Yes - ideally, the front wall would be 100% covered with absorbing material.

Rear wall - not so much other than potentially some membrane type absorbers if you have problems with cancellations in the bass off of the rear wall. Those types will still allow the surround field to sound lively.

Bryan

marty1 12-28-10 03:07 PM

Re: When is room treatment needed
 

Quote:

bpape wrote: (Post 332459)
If you've played with sub position to get the best response, the chances of having to move it a lot more are pretty slim. Maybe some slight improvements to be had with slight movements but nothing that you'd have to do right away certainly - or possibly not at all.

Yes - ideally, the front wall would be 100% covered with absorbing material.

Rear wall - not so much other than potentially some membrane type absorbers if you have problems with cancellations in the bass off of the rear wall. Those types will still allow the surround field to sound lively.

Bryan

Thanks Bryan

How do I tell if I have bass cancellations with the bass from the rear wall?

The membrane type absorbers, where would they go, if you look at rear speakers and then imagine that they are now both further apart, about 1.5 feet from each side wall, these speakers are bipoles so would the membrane absorbers reflect the sound like bipoles are supposed to?

Kind Regards
Marty

bpape 12-29-10 09:56 AM

Re: When is room treatment needed
 

All I'm looking for in the back is something that will absorb bass but not as much in the upper mids and highs to preserve the surround field.

If you move your mic forward or backward from the seating position, do you notice any nulls going away or changing in frequency? If either, then you have potential rear wall problems.

Bryan

marty1 12-29-10 01:42 PM

Re: When is room treatment needed
 

Quote:

bpape wrote: (Post 332756)
All I'm looking for in the back is something that will absorb bass but not as much in the upper mids and highs to preserve the surround field.

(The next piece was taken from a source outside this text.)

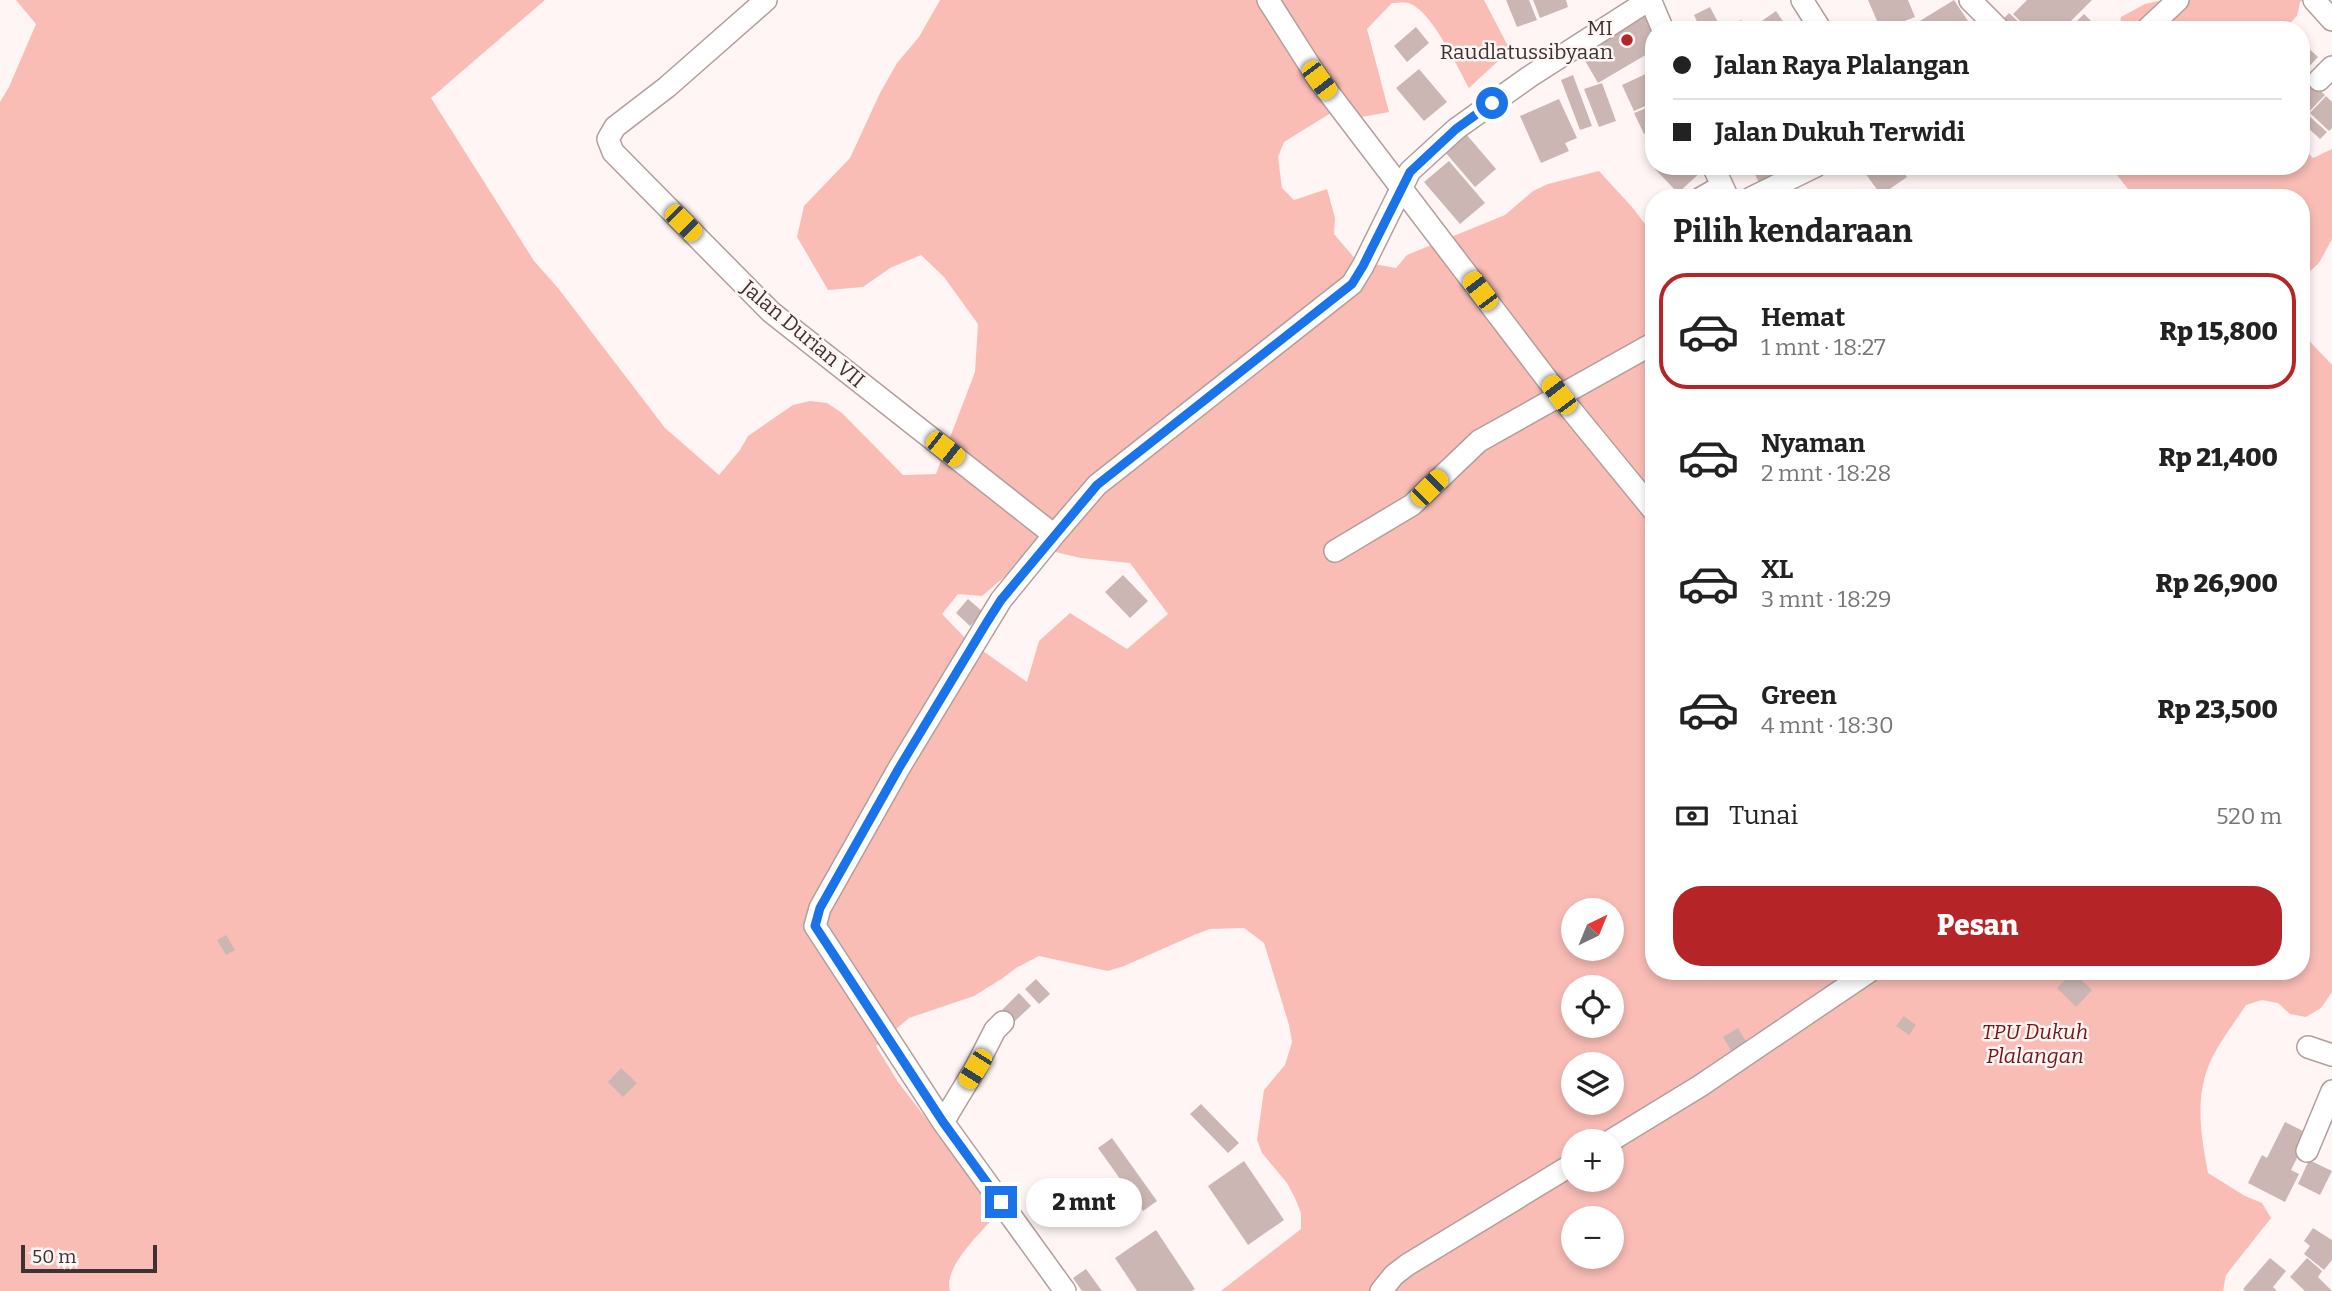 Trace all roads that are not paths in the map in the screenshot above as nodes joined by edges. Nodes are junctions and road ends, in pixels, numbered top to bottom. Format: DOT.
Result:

If you move your mic forward or backward from the seating position, do you notice any nulls going away or changing in frequency? If either, then you have potential rear wall problems.

Bryan

I did notice that there was a dip around 35-40hz that got steeper as I moved further away from the rear wall, about 2 feet from the rear wall seemed better. I still have to try out rew v5 properly, I tried it the other day and the results were different to what I got in version 4 so I still dont know how to use v5?

Thanks
Marty

bpape 12-29-10 01:55 PM

Re: When is room treatment needed
 

Probably just a change in mic position. Or, could be you have smoothing set differently.